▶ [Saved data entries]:
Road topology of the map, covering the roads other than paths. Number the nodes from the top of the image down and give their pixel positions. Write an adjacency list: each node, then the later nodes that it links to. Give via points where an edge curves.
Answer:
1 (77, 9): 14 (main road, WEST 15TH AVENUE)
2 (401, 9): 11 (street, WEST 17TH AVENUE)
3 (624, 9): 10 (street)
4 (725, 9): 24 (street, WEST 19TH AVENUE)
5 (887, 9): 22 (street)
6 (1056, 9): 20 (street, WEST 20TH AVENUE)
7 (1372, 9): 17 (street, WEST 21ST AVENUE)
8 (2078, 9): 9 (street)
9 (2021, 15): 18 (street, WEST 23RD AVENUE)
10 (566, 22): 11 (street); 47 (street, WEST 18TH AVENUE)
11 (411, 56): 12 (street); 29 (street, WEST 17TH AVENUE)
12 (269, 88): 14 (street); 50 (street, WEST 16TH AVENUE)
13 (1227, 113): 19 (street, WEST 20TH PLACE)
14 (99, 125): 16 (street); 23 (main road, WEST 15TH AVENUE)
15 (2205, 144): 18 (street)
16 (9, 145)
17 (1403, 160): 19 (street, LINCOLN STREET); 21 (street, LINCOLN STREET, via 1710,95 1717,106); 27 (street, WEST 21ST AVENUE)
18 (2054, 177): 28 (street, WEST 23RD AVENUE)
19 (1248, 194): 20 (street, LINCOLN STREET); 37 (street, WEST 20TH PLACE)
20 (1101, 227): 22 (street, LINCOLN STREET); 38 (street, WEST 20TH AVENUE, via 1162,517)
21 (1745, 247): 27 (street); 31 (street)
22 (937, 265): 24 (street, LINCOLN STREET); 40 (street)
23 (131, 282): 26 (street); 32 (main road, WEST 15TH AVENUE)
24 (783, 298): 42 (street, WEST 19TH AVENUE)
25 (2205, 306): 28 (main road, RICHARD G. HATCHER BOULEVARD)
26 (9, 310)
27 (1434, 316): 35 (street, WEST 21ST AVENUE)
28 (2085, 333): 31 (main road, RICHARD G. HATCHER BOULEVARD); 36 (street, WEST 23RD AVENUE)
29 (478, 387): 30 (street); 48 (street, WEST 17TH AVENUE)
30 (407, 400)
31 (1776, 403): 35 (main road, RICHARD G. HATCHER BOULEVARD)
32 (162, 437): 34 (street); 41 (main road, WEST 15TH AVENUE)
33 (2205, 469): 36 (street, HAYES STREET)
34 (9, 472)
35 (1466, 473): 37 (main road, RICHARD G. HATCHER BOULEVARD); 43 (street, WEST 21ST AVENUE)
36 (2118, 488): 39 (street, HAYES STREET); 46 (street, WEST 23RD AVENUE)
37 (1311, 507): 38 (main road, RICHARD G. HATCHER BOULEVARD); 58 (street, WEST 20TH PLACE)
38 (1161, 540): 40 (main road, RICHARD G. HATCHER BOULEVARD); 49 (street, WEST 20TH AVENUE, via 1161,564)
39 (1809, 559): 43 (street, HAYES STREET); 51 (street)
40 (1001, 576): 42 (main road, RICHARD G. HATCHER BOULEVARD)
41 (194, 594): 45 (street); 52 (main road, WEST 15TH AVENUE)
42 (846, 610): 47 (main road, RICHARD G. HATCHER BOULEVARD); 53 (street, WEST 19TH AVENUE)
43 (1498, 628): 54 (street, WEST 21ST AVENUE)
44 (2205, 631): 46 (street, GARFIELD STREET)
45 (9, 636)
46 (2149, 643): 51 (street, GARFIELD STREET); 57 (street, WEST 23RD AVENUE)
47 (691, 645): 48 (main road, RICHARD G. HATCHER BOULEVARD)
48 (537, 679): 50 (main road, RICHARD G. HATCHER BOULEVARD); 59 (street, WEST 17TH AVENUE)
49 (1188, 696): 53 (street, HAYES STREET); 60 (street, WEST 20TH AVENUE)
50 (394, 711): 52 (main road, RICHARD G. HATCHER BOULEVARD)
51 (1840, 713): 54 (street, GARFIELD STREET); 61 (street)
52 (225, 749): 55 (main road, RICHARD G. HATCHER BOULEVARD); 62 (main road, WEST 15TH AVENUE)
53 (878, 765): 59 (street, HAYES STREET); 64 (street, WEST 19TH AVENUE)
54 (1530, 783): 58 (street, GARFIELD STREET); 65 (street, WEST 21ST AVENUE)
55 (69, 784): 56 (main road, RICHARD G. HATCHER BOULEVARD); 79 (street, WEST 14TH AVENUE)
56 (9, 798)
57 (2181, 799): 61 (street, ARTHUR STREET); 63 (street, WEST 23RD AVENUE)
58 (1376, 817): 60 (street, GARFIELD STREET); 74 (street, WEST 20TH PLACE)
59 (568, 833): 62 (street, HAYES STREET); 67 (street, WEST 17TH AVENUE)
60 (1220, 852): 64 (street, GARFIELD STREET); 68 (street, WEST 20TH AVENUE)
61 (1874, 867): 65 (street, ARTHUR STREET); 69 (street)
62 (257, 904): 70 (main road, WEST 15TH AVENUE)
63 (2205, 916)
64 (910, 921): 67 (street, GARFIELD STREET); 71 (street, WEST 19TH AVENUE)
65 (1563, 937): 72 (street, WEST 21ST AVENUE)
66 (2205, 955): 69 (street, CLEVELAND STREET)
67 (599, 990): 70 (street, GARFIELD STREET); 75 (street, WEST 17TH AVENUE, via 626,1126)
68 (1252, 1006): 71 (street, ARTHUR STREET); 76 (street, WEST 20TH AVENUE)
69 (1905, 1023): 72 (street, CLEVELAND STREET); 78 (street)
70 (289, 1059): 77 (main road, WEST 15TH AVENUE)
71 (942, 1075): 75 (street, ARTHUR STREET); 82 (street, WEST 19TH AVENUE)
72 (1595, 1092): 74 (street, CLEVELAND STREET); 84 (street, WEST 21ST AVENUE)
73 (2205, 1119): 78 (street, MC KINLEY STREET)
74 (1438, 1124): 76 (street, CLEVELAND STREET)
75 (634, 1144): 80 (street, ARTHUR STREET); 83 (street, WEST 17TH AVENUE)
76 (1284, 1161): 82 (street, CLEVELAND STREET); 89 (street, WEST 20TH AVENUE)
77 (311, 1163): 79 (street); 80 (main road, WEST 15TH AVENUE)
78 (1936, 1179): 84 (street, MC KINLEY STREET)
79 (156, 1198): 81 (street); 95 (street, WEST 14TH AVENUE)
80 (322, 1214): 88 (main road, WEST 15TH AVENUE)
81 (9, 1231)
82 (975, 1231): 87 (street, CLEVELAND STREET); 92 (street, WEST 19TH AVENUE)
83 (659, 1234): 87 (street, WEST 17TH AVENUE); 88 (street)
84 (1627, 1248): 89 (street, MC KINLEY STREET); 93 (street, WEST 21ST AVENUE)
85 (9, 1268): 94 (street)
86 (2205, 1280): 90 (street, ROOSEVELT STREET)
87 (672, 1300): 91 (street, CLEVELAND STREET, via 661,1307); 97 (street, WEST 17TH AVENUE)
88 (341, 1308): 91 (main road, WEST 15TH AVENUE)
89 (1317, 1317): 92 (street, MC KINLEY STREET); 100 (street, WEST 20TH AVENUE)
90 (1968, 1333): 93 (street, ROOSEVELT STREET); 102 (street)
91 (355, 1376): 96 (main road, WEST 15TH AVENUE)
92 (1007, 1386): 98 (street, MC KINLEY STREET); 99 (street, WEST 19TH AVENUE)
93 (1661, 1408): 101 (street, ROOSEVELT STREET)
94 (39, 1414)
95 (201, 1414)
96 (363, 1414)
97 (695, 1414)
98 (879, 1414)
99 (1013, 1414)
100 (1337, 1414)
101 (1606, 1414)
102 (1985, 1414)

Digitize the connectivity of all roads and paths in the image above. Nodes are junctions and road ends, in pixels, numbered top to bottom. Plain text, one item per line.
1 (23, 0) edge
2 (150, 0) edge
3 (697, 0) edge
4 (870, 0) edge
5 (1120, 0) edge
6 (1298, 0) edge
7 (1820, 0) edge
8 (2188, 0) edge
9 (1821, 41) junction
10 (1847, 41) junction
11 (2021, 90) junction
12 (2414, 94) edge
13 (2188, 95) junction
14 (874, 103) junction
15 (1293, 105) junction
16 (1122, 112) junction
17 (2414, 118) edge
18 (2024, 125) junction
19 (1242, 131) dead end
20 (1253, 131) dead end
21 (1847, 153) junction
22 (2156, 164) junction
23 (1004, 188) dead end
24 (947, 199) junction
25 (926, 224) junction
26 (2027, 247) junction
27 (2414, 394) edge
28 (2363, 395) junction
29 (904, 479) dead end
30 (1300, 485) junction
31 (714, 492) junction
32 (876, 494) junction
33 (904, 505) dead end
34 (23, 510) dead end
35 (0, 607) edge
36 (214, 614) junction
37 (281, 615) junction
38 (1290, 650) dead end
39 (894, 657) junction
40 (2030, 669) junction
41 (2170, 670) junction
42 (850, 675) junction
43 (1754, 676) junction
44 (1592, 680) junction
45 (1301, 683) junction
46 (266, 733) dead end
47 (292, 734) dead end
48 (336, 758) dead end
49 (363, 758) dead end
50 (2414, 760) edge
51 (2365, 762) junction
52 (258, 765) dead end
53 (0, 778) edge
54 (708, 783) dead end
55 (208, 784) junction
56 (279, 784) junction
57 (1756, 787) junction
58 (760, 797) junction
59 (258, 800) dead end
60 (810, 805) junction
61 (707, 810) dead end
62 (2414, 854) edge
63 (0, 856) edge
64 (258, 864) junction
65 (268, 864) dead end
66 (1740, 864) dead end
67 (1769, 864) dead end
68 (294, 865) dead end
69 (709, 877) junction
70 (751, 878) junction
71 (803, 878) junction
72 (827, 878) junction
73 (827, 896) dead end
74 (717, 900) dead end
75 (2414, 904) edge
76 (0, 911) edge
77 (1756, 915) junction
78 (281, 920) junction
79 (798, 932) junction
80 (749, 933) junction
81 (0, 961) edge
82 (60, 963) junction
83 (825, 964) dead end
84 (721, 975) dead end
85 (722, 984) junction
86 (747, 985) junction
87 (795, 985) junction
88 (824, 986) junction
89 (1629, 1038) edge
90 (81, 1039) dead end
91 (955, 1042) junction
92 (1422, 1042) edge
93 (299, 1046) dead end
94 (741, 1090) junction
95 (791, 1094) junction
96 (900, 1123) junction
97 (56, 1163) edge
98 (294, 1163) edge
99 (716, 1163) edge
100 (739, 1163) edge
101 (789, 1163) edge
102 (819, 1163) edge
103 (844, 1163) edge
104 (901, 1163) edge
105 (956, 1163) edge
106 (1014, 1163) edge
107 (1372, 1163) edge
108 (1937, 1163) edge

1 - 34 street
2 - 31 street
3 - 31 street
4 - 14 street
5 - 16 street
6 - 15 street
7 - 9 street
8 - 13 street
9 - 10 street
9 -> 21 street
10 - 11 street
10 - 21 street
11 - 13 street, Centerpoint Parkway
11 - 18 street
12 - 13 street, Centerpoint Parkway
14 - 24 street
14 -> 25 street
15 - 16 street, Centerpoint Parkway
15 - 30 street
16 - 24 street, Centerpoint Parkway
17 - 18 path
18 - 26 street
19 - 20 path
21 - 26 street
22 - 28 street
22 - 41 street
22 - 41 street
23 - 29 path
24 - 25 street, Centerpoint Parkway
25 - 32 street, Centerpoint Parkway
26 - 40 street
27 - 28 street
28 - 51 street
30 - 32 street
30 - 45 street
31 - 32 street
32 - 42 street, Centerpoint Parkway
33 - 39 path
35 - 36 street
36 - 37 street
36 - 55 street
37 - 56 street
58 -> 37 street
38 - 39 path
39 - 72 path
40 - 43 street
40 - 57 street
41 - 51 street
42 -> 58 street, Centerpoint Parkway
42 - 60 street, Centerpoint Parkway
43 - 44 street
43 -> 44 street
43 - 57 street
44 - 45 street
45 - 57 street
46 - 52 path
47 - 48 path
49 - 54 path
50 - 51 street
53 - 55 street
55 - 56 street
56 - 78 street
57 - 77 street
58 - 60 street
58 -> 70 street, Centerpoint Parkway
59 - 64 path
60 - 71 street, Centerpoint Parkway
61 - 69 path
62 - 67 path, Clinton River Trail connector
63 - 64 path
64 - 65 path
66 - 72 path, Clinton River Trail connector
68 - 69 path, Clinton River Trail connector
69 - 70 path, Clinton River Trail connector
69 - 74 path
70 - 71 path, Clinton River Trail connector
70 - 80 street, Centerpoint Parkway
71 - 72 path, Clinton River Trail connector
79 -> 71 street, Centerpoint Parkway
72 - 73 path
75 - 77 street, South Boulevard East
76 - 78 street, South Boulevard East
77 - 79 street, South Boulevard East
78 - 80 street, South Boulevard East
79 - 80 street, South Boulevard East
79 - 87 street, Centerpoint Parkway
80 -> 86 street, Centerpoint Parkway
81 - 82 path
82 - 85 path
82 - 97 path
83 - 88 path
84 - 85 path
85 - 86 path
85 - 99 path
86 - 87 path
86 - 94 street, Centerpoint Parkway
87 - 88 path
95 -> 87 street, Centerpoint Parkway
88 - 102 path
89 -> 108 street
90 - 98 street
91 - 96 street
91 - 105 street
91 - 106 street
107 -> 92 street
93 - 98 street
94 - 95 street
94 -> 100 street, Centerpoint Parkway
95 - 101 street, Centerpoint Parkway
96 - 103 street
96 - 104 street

▶ [EXERCISE INSTRUCTIONS]: Pull out every line of the records above that contains the word "KINLEY".

▶ [SOLUTION TO THIS PROBLEM]:
73 (2205, 1119): 78 (street, MC KINLEY STREET)
78 (1936, 1179): 84 (street, MC KINLEY STREET)
84 (1627, 1248): 89 (street, MC KINLEY STREET); 93 (street, WEST 21ST AVENUE)
89 (1317, 1317): 92 (street, MC KINLEY STREET); 100 (street, WEST 20TH AVENUE)
92 (1007, 1386): 98 (street, MC KINLEY STREET); 99 (street, WEST 19TH AVENUE)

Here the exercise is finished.